• What to do: Pictures aside, repeat all the entries below exactly as they appear.

• Given data:
"""

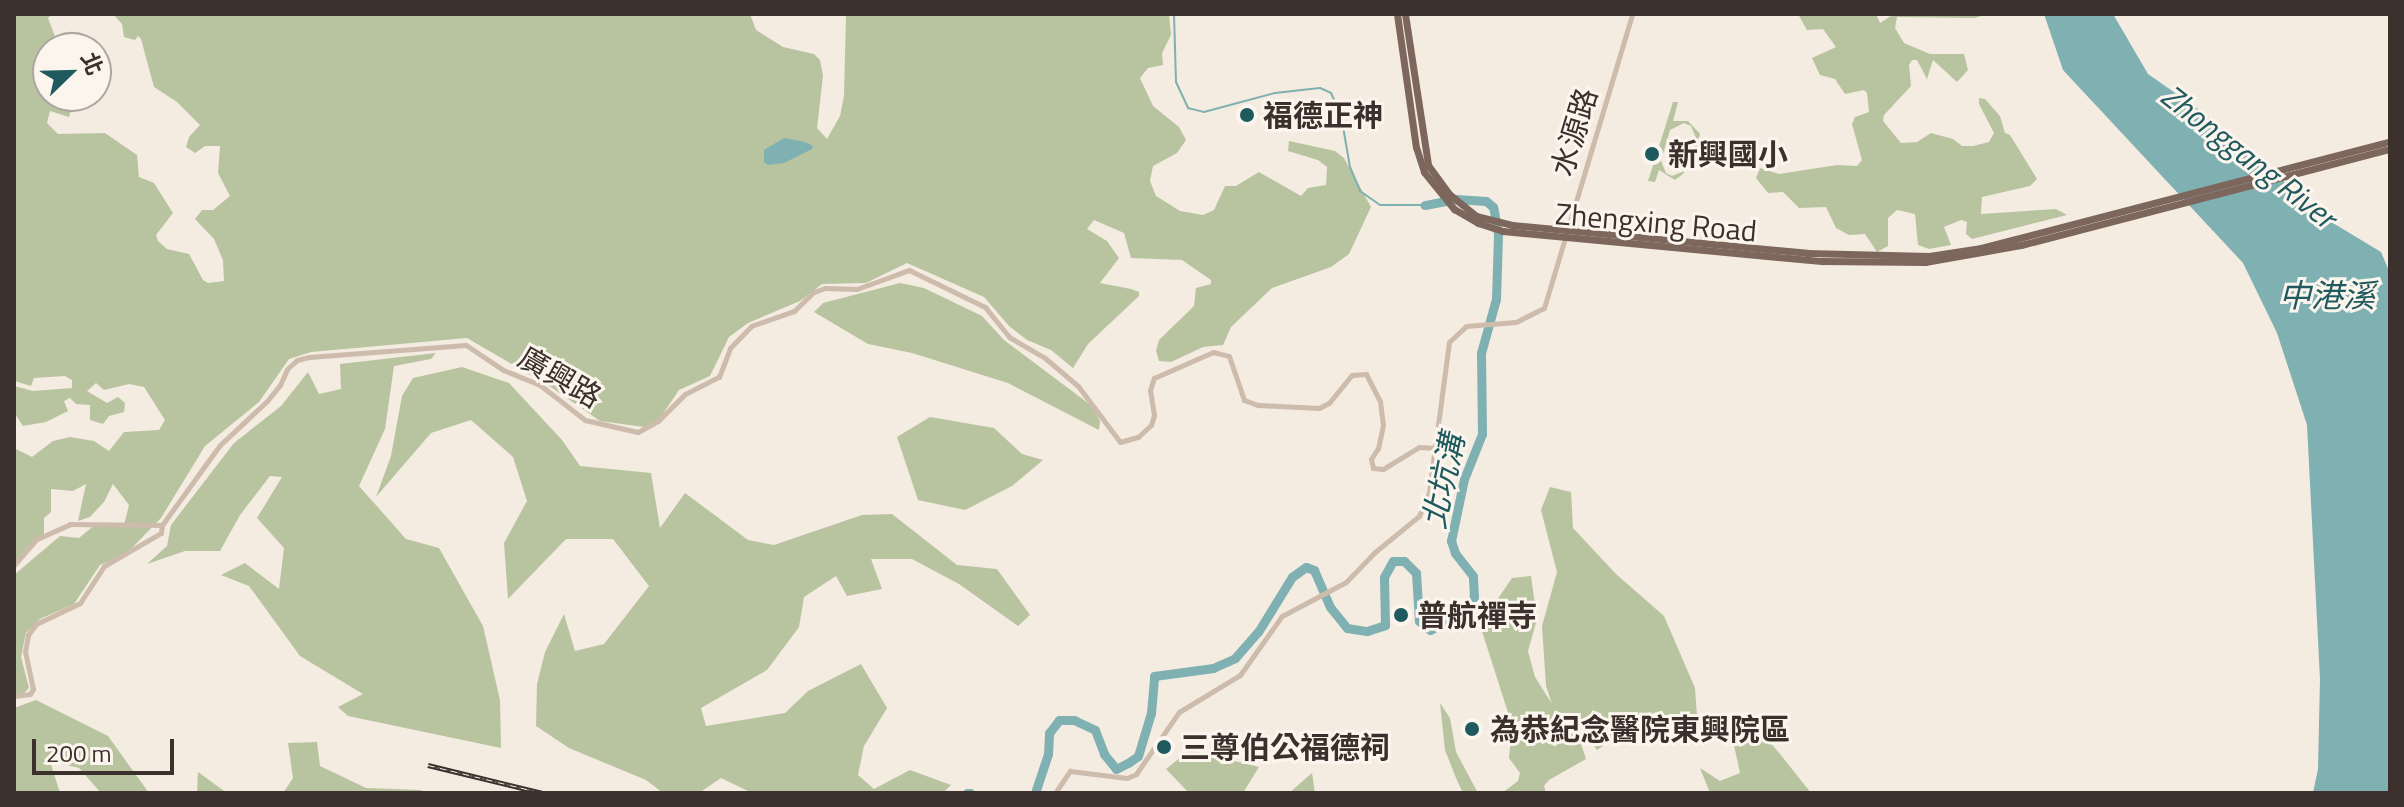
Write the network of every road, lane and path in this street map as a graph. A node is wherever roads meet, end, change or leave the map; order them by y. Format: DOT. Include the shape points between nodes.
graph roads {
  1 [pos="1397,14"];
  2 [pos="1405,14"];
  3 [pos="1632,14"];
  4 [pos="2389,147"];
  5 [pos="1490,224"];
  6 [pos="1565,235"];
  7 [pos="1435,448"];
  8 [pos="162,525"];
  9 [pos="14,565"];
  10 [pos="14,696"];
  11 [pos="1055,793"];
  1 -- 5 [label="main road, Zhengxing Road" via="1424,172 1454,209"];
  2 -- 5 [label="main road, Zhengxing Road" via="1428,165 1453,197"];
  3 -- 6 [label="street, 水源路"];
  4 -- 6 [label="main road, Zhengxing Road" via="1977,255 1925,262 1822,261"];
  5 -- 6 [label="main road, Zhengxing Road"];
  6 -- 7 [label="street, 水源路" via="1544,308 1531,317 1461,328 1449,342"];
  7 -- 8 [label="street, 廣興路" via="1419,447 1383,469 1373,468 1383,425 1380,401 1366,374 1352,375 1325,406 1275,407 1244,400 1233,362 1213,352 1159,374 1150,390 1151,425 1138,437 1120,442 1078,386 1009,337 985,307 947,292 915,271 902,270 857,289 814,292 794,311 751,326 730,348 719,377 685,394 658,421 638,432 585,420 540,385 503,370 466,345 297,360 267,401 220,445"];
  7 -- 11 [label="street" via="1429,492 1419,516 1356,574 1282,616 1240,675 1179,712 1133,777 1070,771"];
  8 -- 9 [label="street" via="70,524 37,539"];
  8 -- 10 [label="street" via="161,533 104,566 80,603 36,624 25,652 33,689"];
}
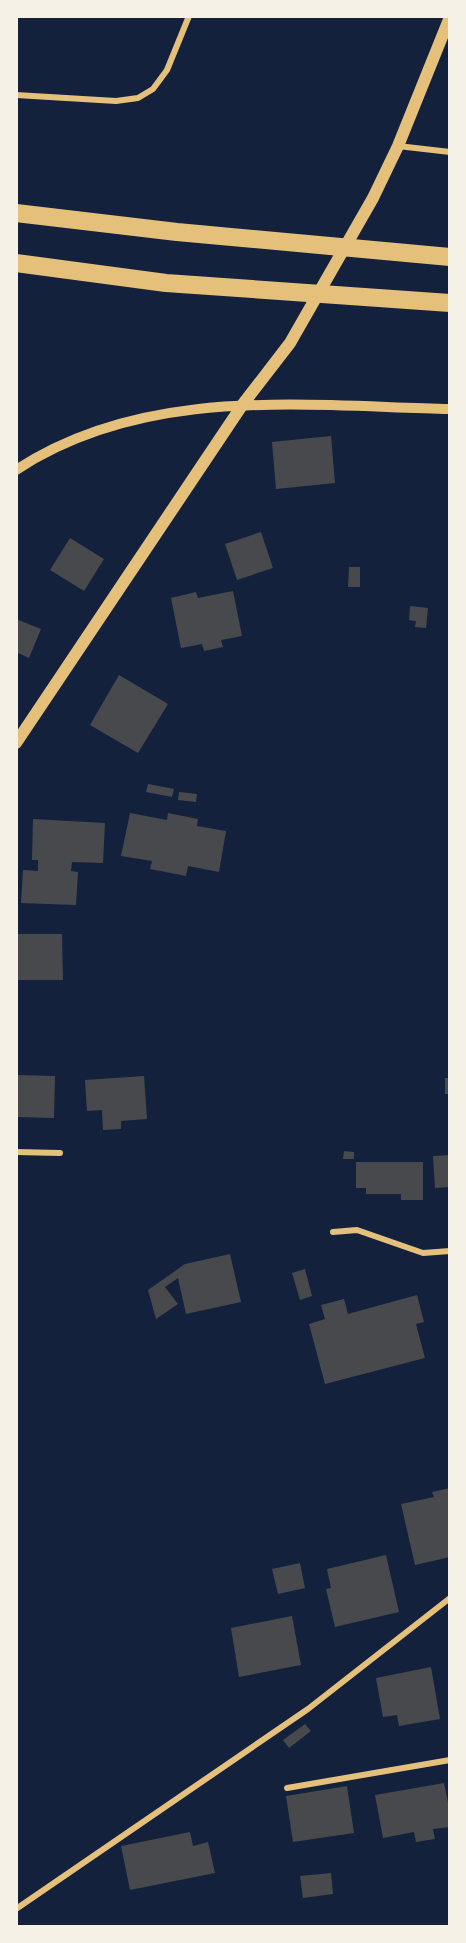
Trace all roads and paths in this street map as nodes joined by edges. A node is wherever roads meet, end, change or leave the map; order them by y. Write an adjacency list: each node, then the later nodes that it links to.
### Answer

"""

• Solved problem:
Write the network of every road, lane and path in this street map as a graph. A node is wherever roads meet, end, change or leave the map; order them by y. Format: DOT. Include the shape points between nodes.
graph roads {
  1 [pos="1397,14"];
  2 [pos="1405,14"];
  3 [pos="1632,14"];
  4 [pos="2389,147"];
  5 [pos="1490,224"];
  6 [pos="1565,235"];
  7 [pos="1435,448"];
  8 [pos="162,525"];
  9 [pos="14,565"];
  10 [pos="14,696"];
  11 [pos="1055,793"];
  1 -- 5 [label="main road, Zhengxing Road" via="1424,172 1454,209"];
  2 -- 5 [label="main road, Zhengxing Road" via="1428,165 1453,197"];
  3 -- 6 [label="street, 水源路"];
  4 -- 6 [label="main road, Zhengxing Road" via="1977,255 1925,262 1822,261"];
  5 -- 6 [label="main road, Zhengxing Road"];
  6 -- 7 [label="street, 水源路" via="1544,308 1531,317 1461,328 1449,342"];
  7 -- 8 [label="street, 廣興路" via="1419,447 1383,469 1373,468 1383,425 1380,401 1366,374 1352,375 1325,406 1275,407 1244,400 1233,362 1213,352 1159,374 1150,390 1151,425 1138,437 1120,442 1078,386 1009,337 985,307 947,292 915,271 902,270 857,289 814,292 794,311 751,326 730,348 719,377 685,394 658,421 638,432 585,420 540,385 503,370 466,345 297,360 267,401 220,445"];
  7 -- 11 [label="street" via="1429,492 1419,516 1356,574 1282,616 1240,675 1179,712 1133,777 1070,771"];
  8 -- 9 [label="street" via="70,524 37,539"];
  8 -- 10 [label="street" via="161,533 104,566 80,603 36,624 25,652 33,689"];
}
Trace all roads and paths in this street map as nodes joined by edges. A node is wherever roads meet, end, change or leave the map; order them by y. Write an adjacency list: each node, then the later nodes that it links to.
### Answer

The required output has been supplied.